Otros investigadores que le precedieron han descubierto las propiedades curativas de la vitamina B-22 –abundante en el cristal de la sábila y en drupas como los duraznos, las ciruelas y los melocotones- contra el cáncer y el sida. Aunque desde hace tiempo se conocían las propiedades preventivas del grupo B contra la pelagra, otra enfermedad mortal cuya fase Terminal se asemeja a las del cáncer, el escorbuto y el sida.
En la Primaria nos enseñaron que el yantar debía ser balanceado, e incluir prótidos, glúcidos –no simples, como el azúcar, sino complejos como el alcohol, el papelón y el almidón- lípidos, grasas, vitaminas y minerales. La representación escolar de los mejores alimentos para lograr tal armonía eran la leche, las carnes, los huevos, las frutas y los cereales.
Estas siguen siendo verdades actuales, pero las contradictoria desinformación difundida a favor de intereses políticos y económicos globales ha logrado complicar la existencia sobremanera, hasta el punto de que, cada bocado o trago que nos llevemos a la boca sea percibido como un pecado mortal, o, al menos, como una palada más de la tumba que nos estamos cavando.
La moraleja en las historias es muy simple: ni las carnes ni los crustáceos rojos, ni los quesos ni los aceites de origen animal, ni los tubérculos ni los destilados alcohólicos –aunque se beban en exceso, ya que Tristán da Cunha se consumía a la semana una botella de ron per cápita, sustituida al presente por otra de güisqui en la misma cantidad- dañan la salud.

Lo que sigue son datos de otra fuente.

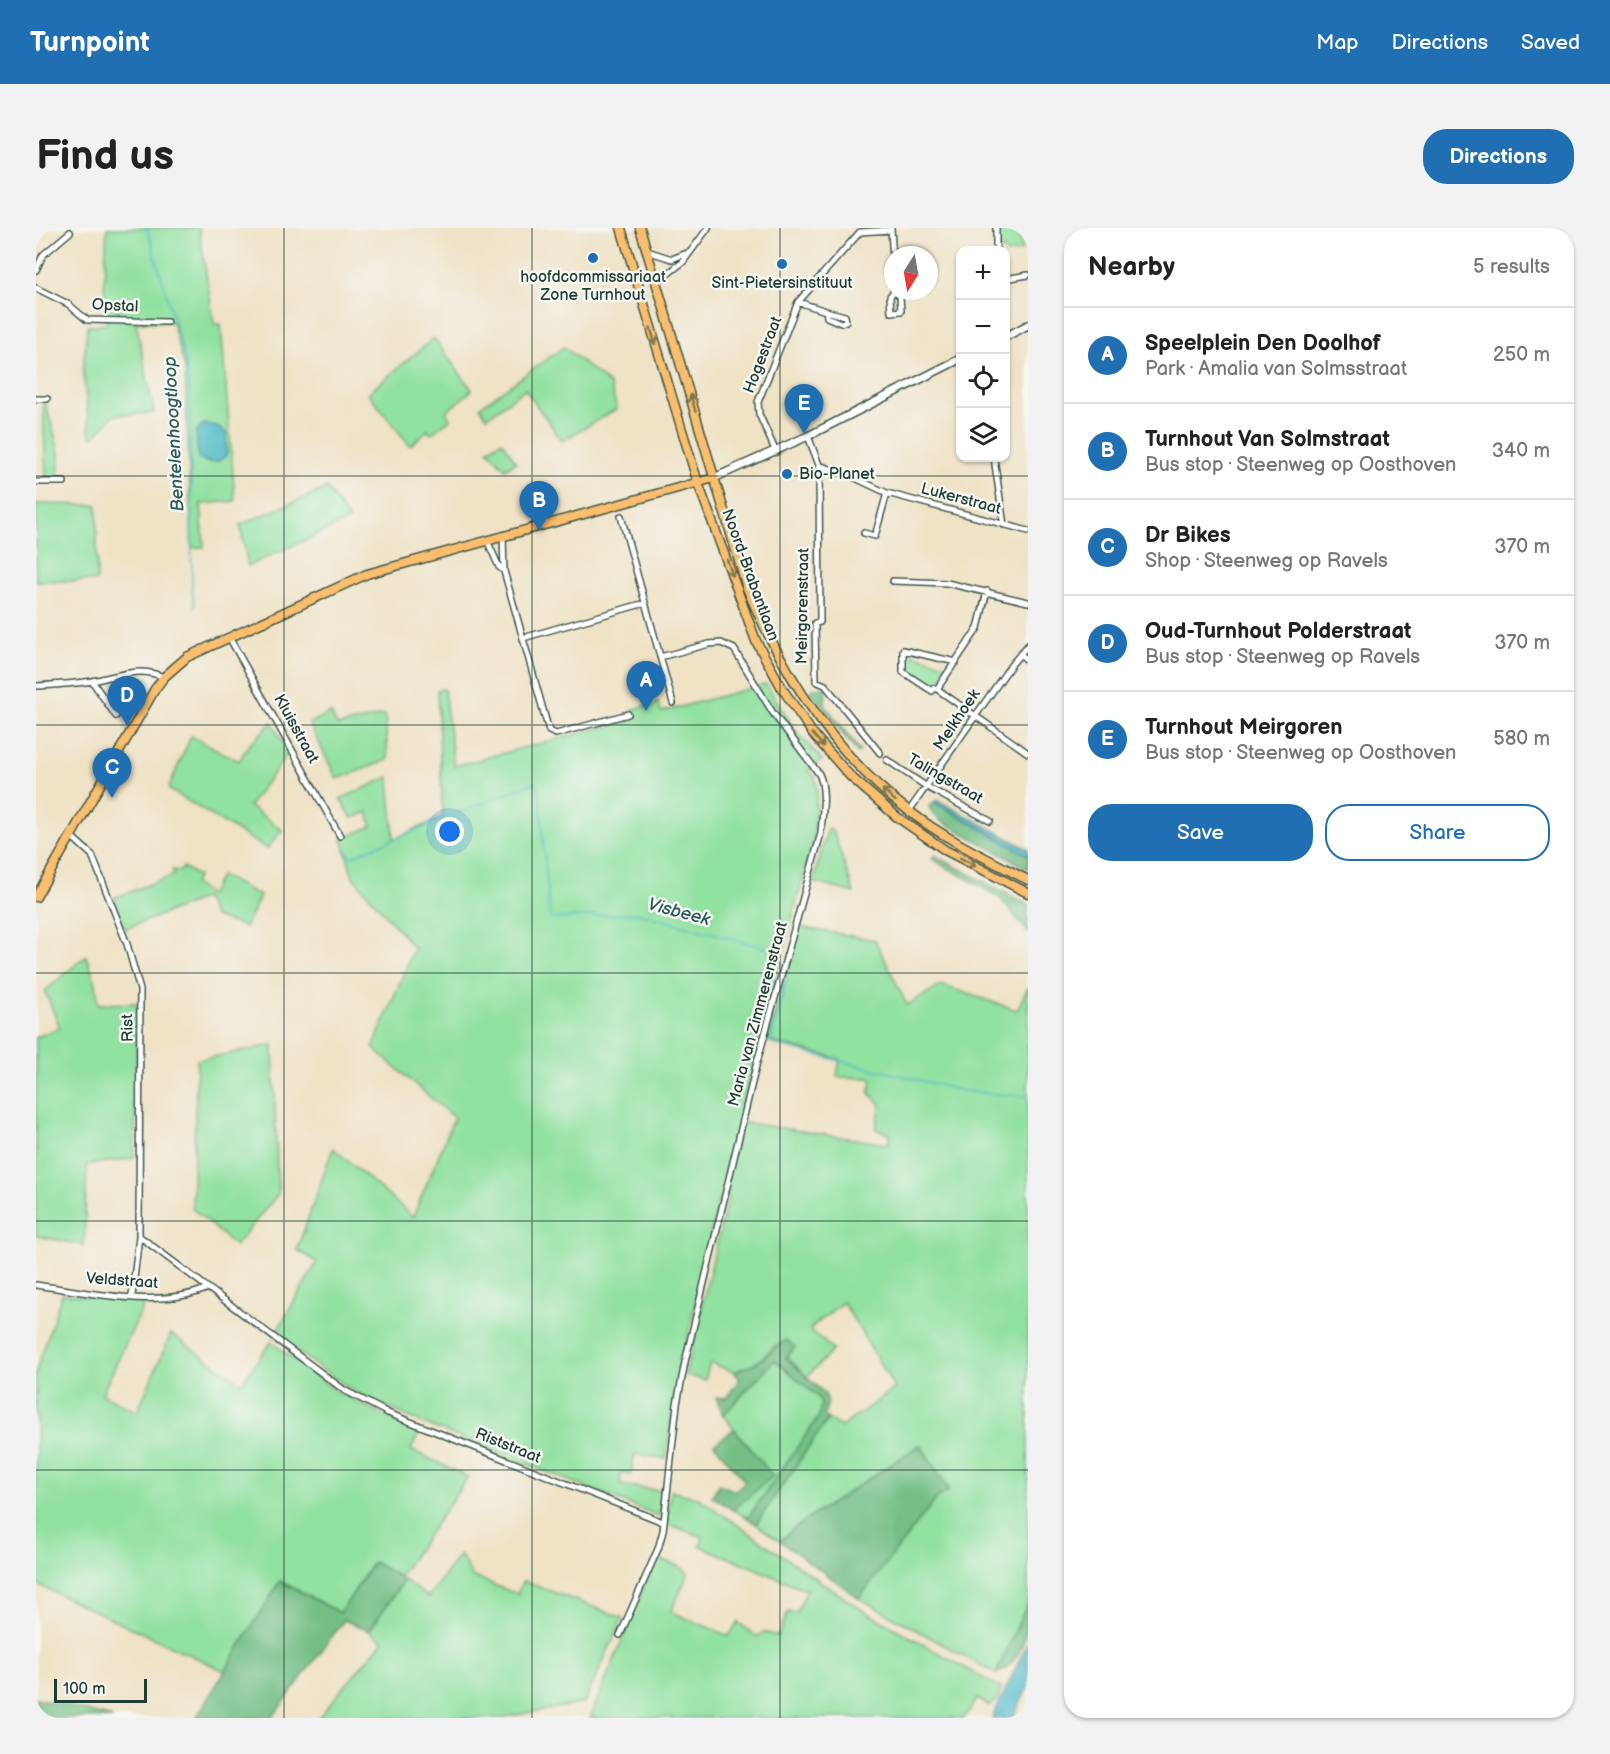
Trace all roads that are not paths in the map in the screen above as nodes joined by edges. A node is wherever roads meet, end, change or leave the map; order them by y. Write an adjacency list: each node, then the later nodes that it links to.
1 (621, 228): 31 (main road, Noord-Brabantlaan, one-way to 31)
2 (640, 228): 9 (main road, Noord-Brabantlaan)
3 (708, 228): 10 (street)
4 (996, 228): 8 (street)
5 (891, 229): 7 (street); 16 (street, Hogestraat)
6 (70, 232): 11 (street)
7 (892, 246)
8 (996, 246)
9 (647, 251): 10 (street); 14 (main road, Noord-Brabantlaan)
10 (692, 251): 14 (street)
11 (36, 270)
12 (1028, 275): 13 (street)
13 (1010, 278)
14 (657, 282): 28 (main road, Noord-Brabantlaan, one-way to 14)
15 (36, 288): 18 (street, Opstal)
16 (798, 302): 17 (street, Hogestraat); 25 (street, Hogestraat)
17 (826, 312)
18 (167, 322)
19 (1028, 325): 20 (street)
20 (1010, 334)
21 (956, 360): 24 (street)
22 (36, 399): 23 (street)
23 (47, 399)
24 (808, 436): 25 (street); 27 (street, Meirgorenstraat)
25 (776, 452): 28 (street)
26 (995, 462): 34 (street)
27 (819, 465): 32 (street, Lukerstraat); 59 (street, Meirgorenstraat)
28 (714, 478): 31 (main road); 63 (main road, Noord-Brabantlaan, one-way to 28)
29 (64, 482): 30 (street)
30 (36, 483)
31 (698, 483): 37 (main road); 68 (main road, Noord-Brabantlaan, one-way to 68)
32 (887, 493): 34 (street, Lukerstraat); 36 (street)
33 (621, 516): 43 (street)
34 (1004, 525): 35 (street, Lukerstraat)
35 (1028, 531)
36 (864, 533)
37 (502, 536): 38 (main road); 39 (street)
38 (487, 540): 39 (street); 44 (main road)
39 (504, 571): 45 (street)
40 (893, 581): 41 (street)
41 (987, 591): 42 (street); 50 (street)
42 (1028, 602)
43 (645, 603): 45 (street); 48 (street)
44 (228, 636): 51 (main road); 65 (street, Kluisstraat)
45 (523, 638): 56 (street)
46 (1028, 645): 47 (street, Melkhoek)
47 (1020, 654): 49 (street); 58 (street, Melkhoek)
48 (660, 657): 55 (street); 74 (street, Maria van Zimmerenstraat)
49 (1028, 661)
50 (956, 662): 54 (street); 54 (street)
51 (164, 677): 52 (street); 66 (main road)
52 (92, 681): 53 (street); 57 (street)
53 (36, 686)
54 (937, 689): 58 (street)
55 (673, 703)
56 (628, 714)
57 (116, 716)
58 (976, 716): 60 (street); 62 (street, Melkhoek)
59 (880, 753)
60 (1028, 753)
61 (887, 760): 62 (street, Talingstraat)
62 (927, 786): 63 (street, Melkhoek); 64 (street, Talingstraat)
63 (909, 811): 67 (main road, Noord-Brabantlaan)
64 (990, 821)
65 (340, 836)
66 (72, 837): 69 (main road); 70 (street, Rist)
67 (1028, 880)
68 (1028, 894)
69 (36, 897)
70 (139, 1236): 72 (street); 73 (street, Rist)
71 (36, 1285): 73 (street, Veldstraat)
72 (206, 1288): 73 (street, Veldstraat); 74 (street, Riststraat)
73 (132, 1296)
74 (663, 1522): 75 (street)
75 (620, 1635)

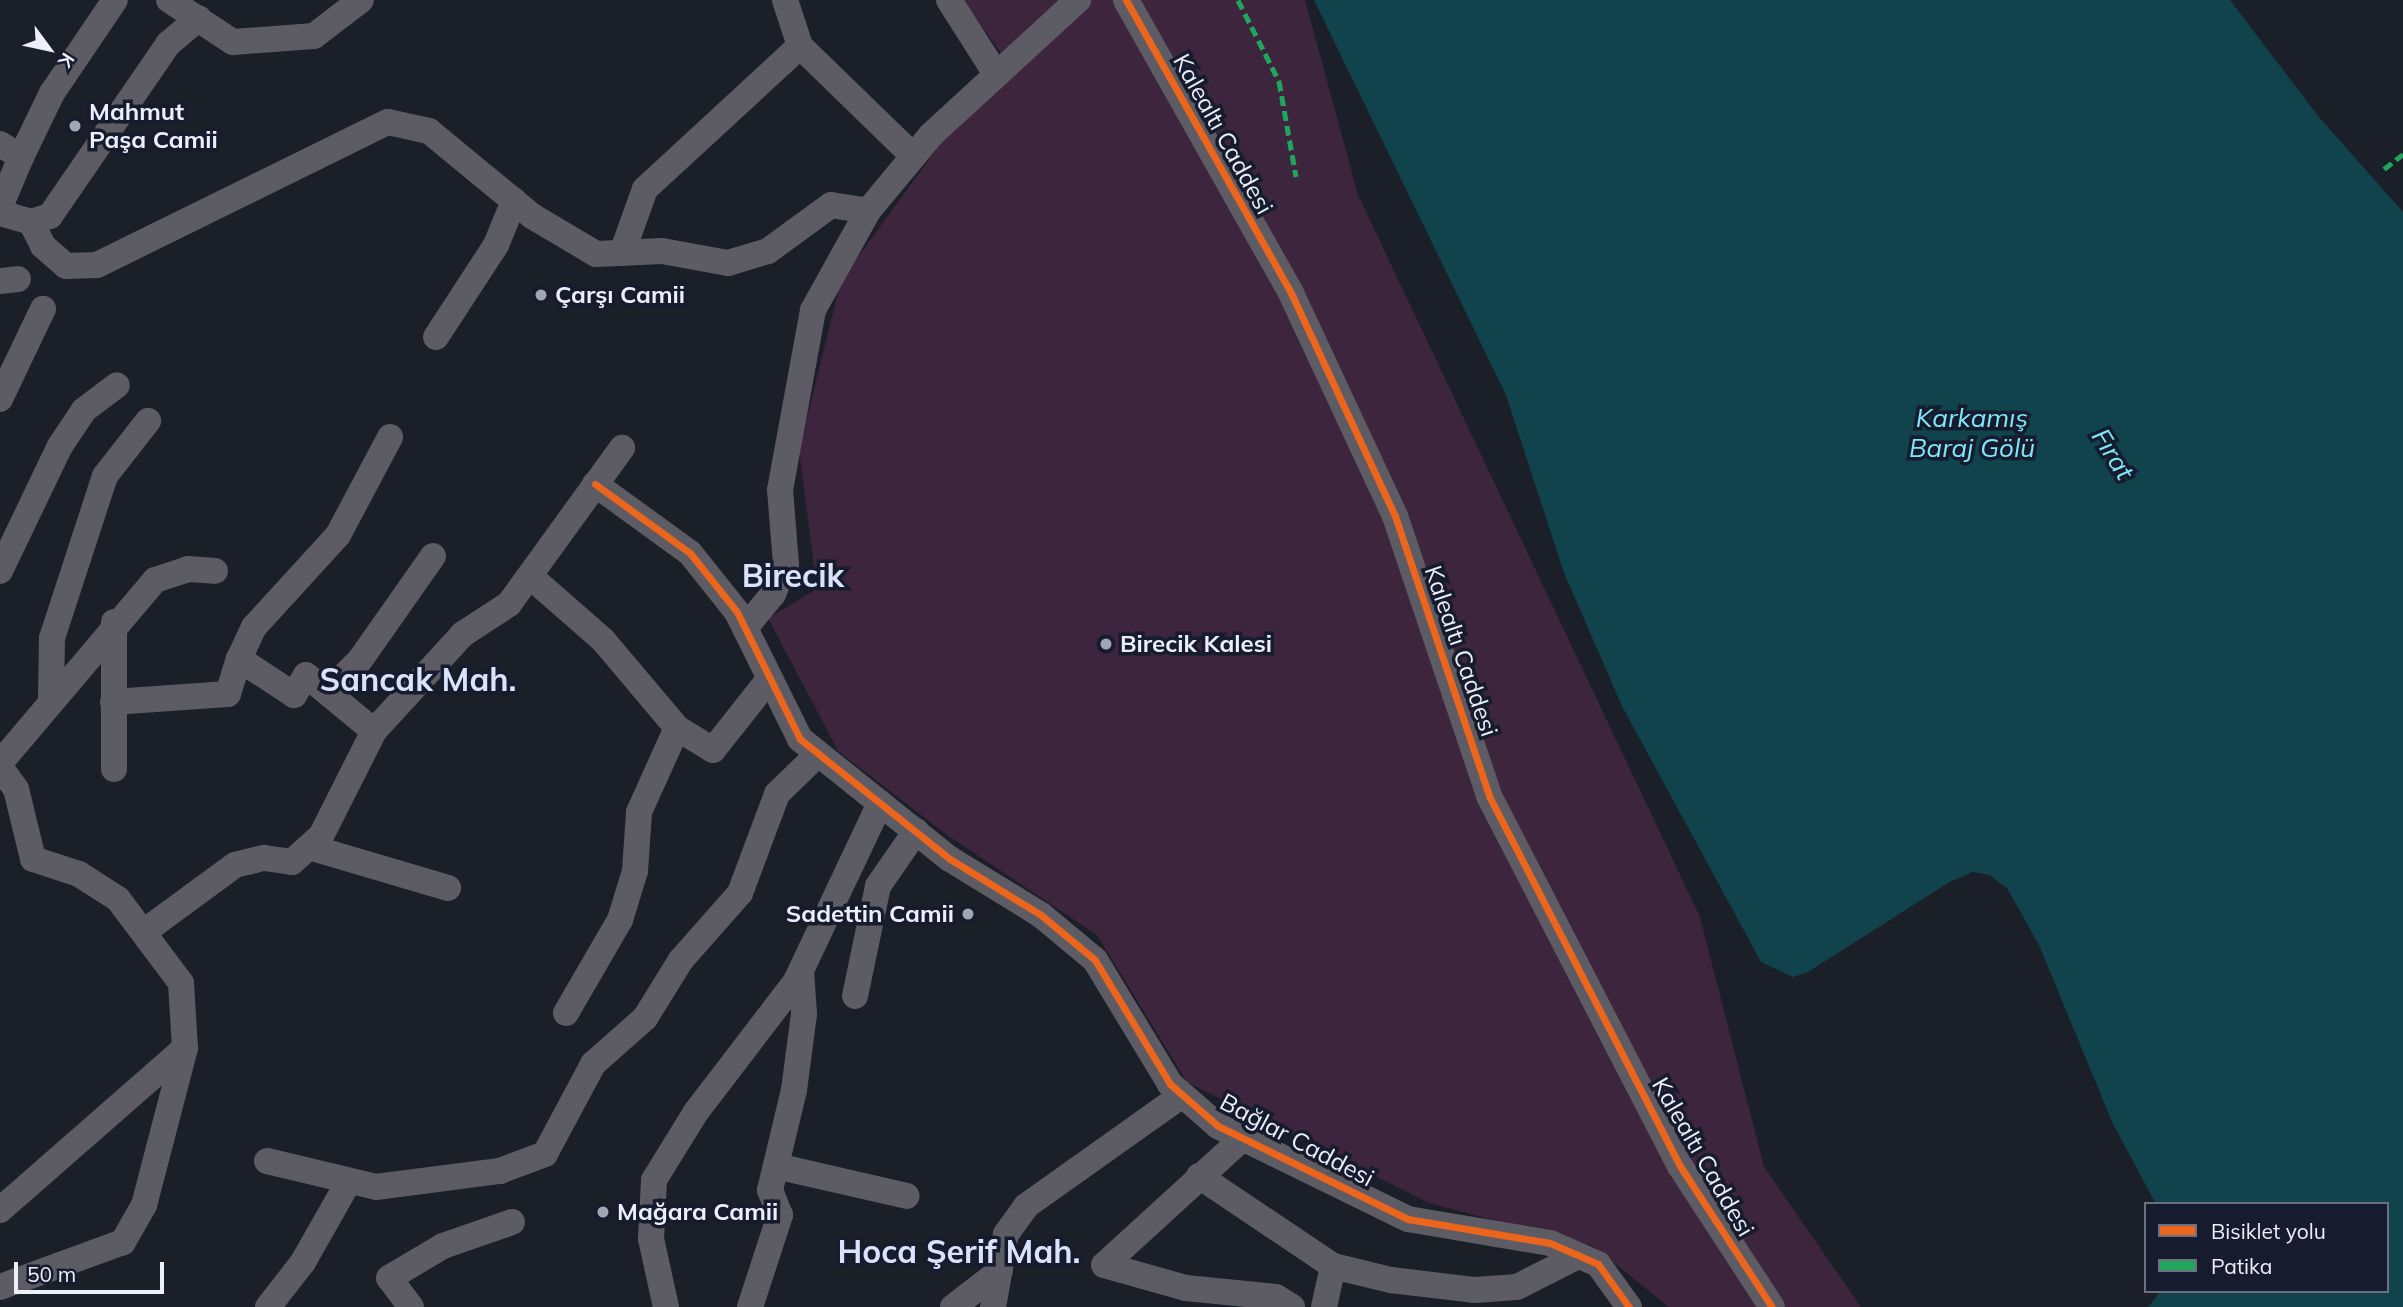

El azúcar refinada sí, con toda seguridad. La avitaminosis también, con la mayor certeza.
Para Osorio y Nazoa, Morgan, Pauling y los isleños de Tristán da Cunha deberían considerados como los profetas de una nueva era. Aunque ya Morgan cuenta con un homenaje líquido ampliamente publicitado: el mejor ron jamaicano lleva su nombre.